Tally the lines below that contain "Büyükkaya". The number is the whole answer.

=== Section Start ===

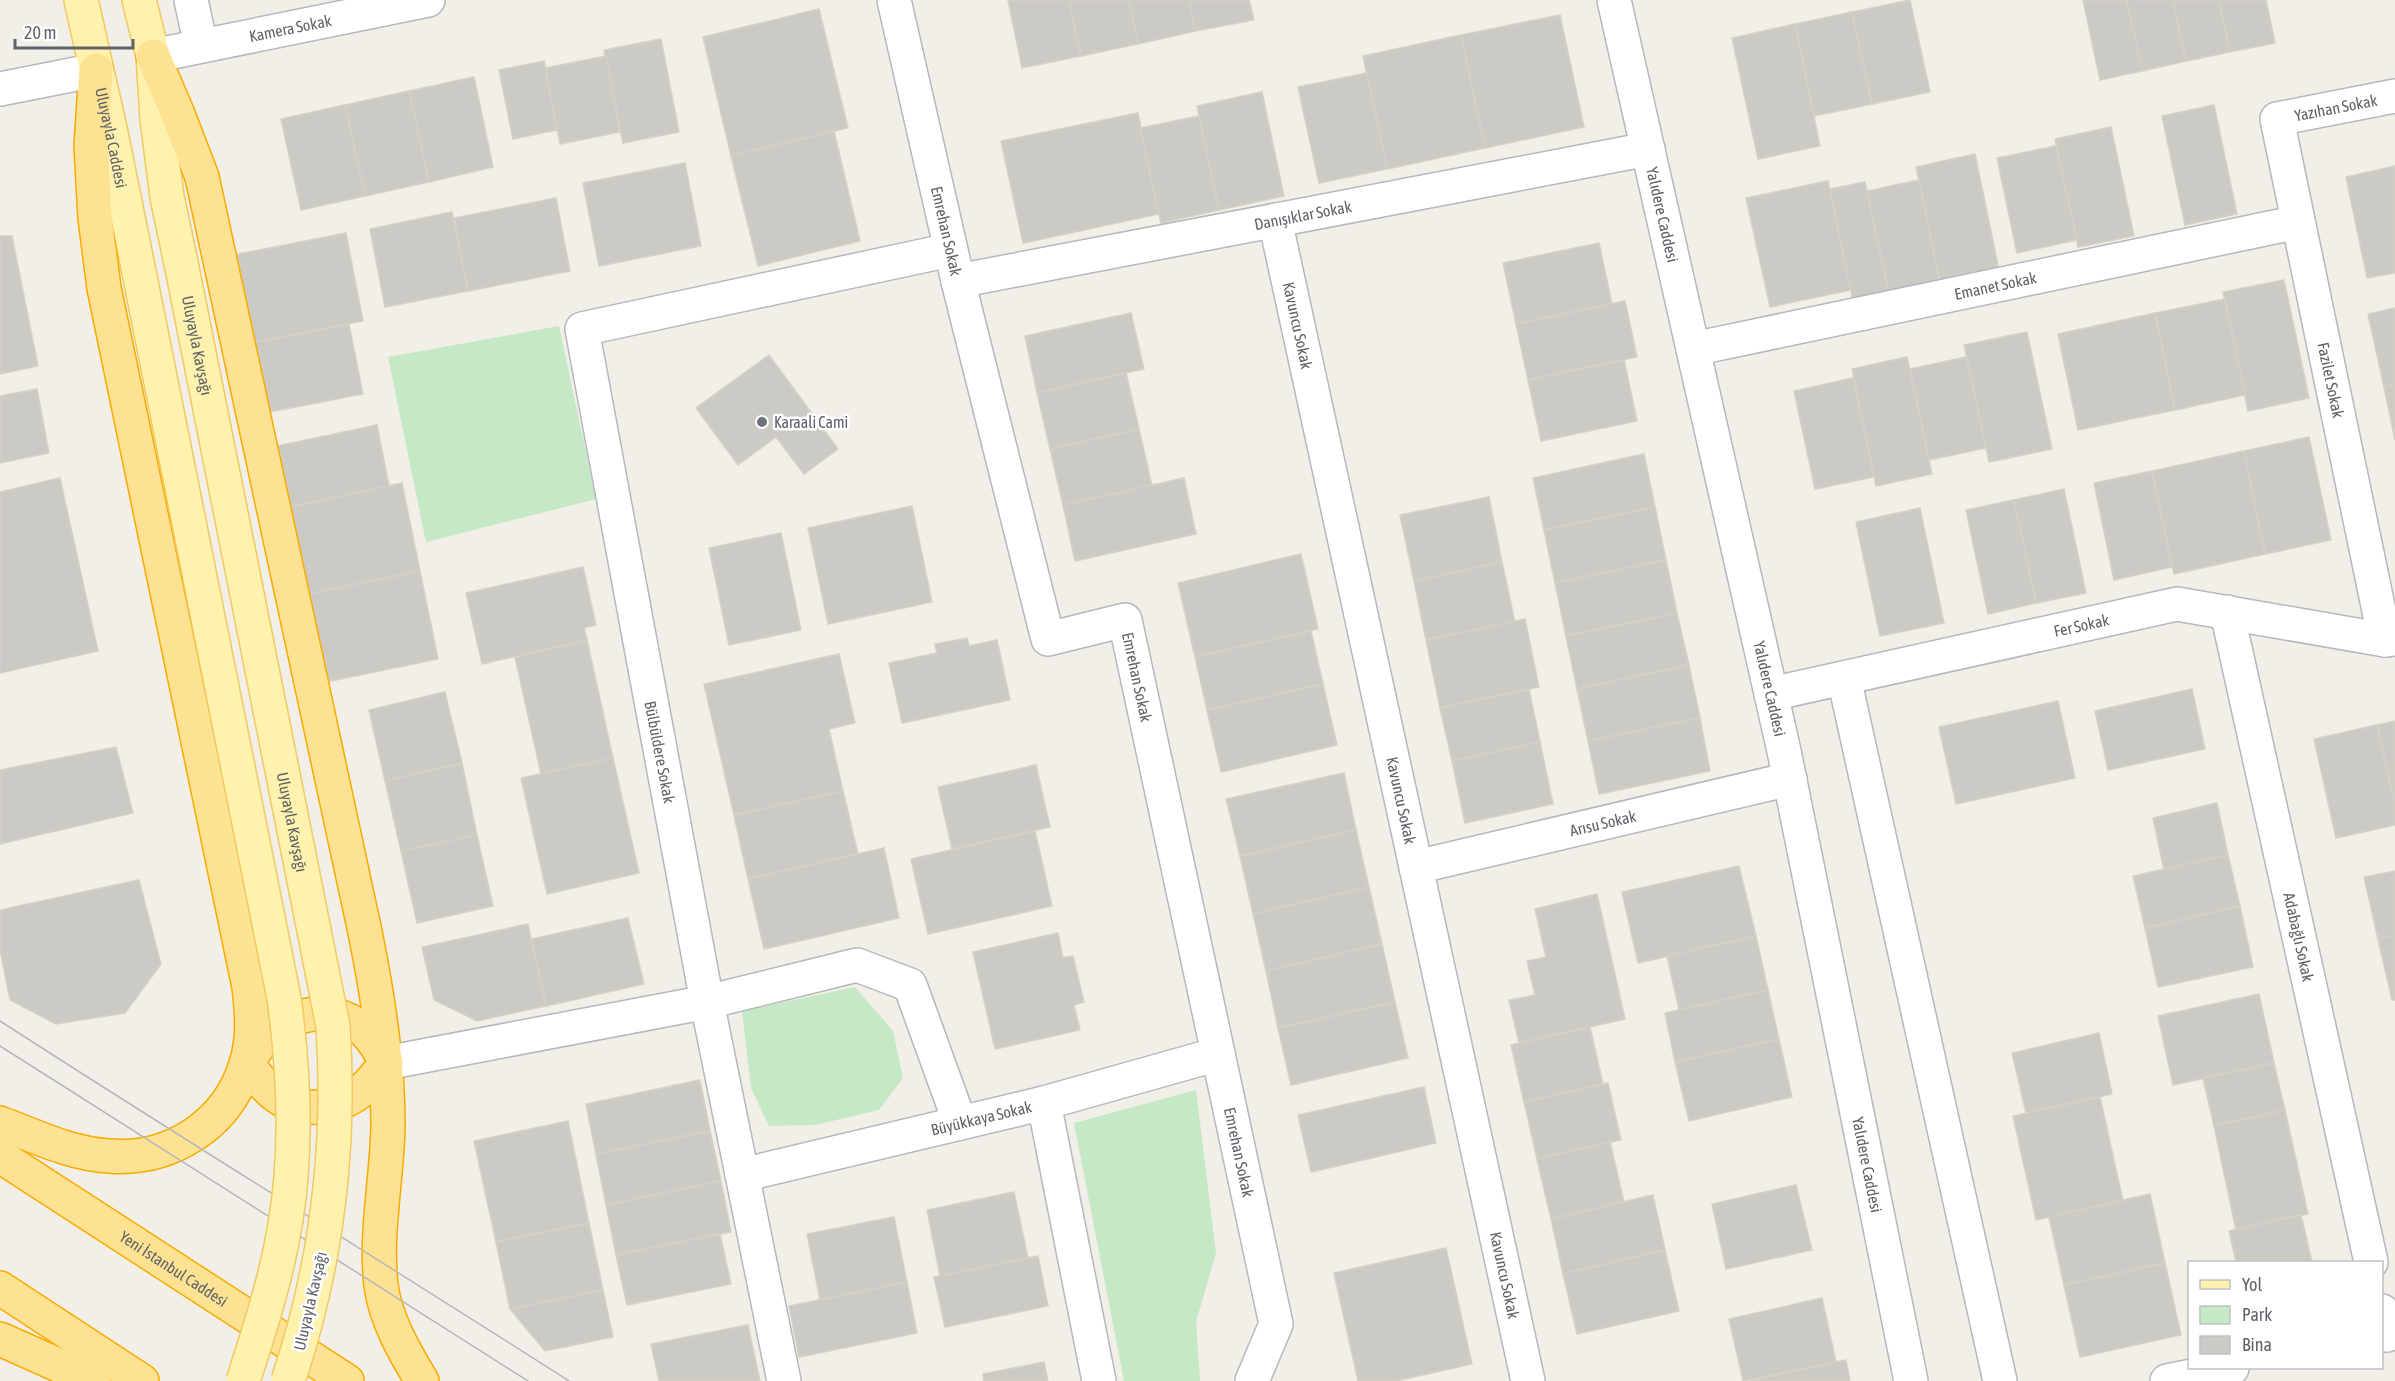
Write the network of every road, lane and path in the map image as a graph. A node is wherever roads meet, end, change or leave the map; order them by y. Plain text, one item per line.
1 (81, 0) edge
2 (139, 0) edge
3 (191, 0) edge
4 (428, 0) edge
5 (894, 0) edge
6 (1614, 0) edge
7 (201, 46) junction
8 (153, 56) junction
9 (96, 70) junction
10 (0, 89) edge
11 (2395, 96) edge
12 (2277, 119) joint
13 (1648, 149) junction
14 (1275, 220) junction
15 (2298, 222) junction
16 (954, 266) junction
17 (582, 329) joint
18 (1693, 349) junction
19 (2227, 612) junction
20 (2390, 640) edge
21 (1844, 678) junction
22 (1771, 694) junction
23 (1790, 779) junction
24 (1416, 867) junction
25 (707, 1002) junction
26 (1218, 1054) junction
27 (247, 1063) junction
28 (386, 1063) junction
29 (1044, 1103) junction
30 (0, 1123) edge
31 (960, 1123) junction
32 (0, 1156) edge
33 (742, 1175) junction
34 (2371, 1261) edge
35 (0, 1288) edge
36 (0, 1339) edge
37 (2227, 1369) edge
38 (94, 1381) edge
39 (142, 1381) edge
40 (243, 1381) edge
41 (288, 1381) edge
42 (347, 1381) edge
43 (422, 1381) edge
44 (784, 1381) edge
45 (1099, 1381) edge
46 (1252, 1381) edge
47 (1528, 1381) edge
48 (1911, 1381) edge
49 (2000, 1381) edge
50 (2167, 1381) edge

1 - 9 main road, Uluyayla Caddesi
2 - 8 main road
3 - 7 street
4 - 7 street, Kamera Sokak
5 - 16 street, Emrehan Sokak
6 - 13 street, Yalıdere Caddesi
7 - 8 street, Kamera Sokak
8 - 28 highway
8 - 41 main road, Uluyayla Kavşağı, bridge
9 - 10 street
9 - 27 highway
9 - 40 main road, Uluyayla Caddesi, bridge
11 - 12 street, Yazıhan Sokak
12 - 15 street, Fazilet Sokak
13 - 14 street, Danışıklar Sokak
13 - 18 street, Yalıdere Caddesi
14 - 16 street, Danışıklar Sokak
14 - 24 street, Kavuncu Sokak
15 - 18 street, Emanet Sokak
15 - 20 street, Fazilet Sokak
16 - 17 street, Danışıklar Sokak
16 - 26 street, Emrehan Sokak
17 - 25 street, Bülbüldere Sokak
18 - 22 street, Yalıdere Caddesi
19 - 20 street, Fer Sokak
19 - 21 street, Fer Sokak
19 - 34 street, Adabağlı Sokak
21 - 22 street, Fer Sokak
21 - 49 street
22 - 23 street, Yalıdere Caddesi
23 - 24 street, Arısu Sokak
23 - 48 street, Yalıdere Caddesi
24 - 47 street, Kavuncu Sokak
25 - 28 street
25 - 31 street
25 - 33 street, Bülbüldere Sokak
26 - 29 street, Büyükkaya Sokak
26 - 46 street, Emrehan Sokak
27 - 28 highway
27 - 28 highway
27 - 30 highway
28 - 43 highway
29 - 31 street, Büyükkaya Sokak
29 - 45 street
31 - 33 street, Büyükkaya Sokak
32 - 42 highway, Yeni İstanbul Caddesi
33 - 44 street, Bülbüldere Sokak
35 - 39 highway
36 - 38 highway
37 - 50 street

=== Section End ===

**The answer:** 3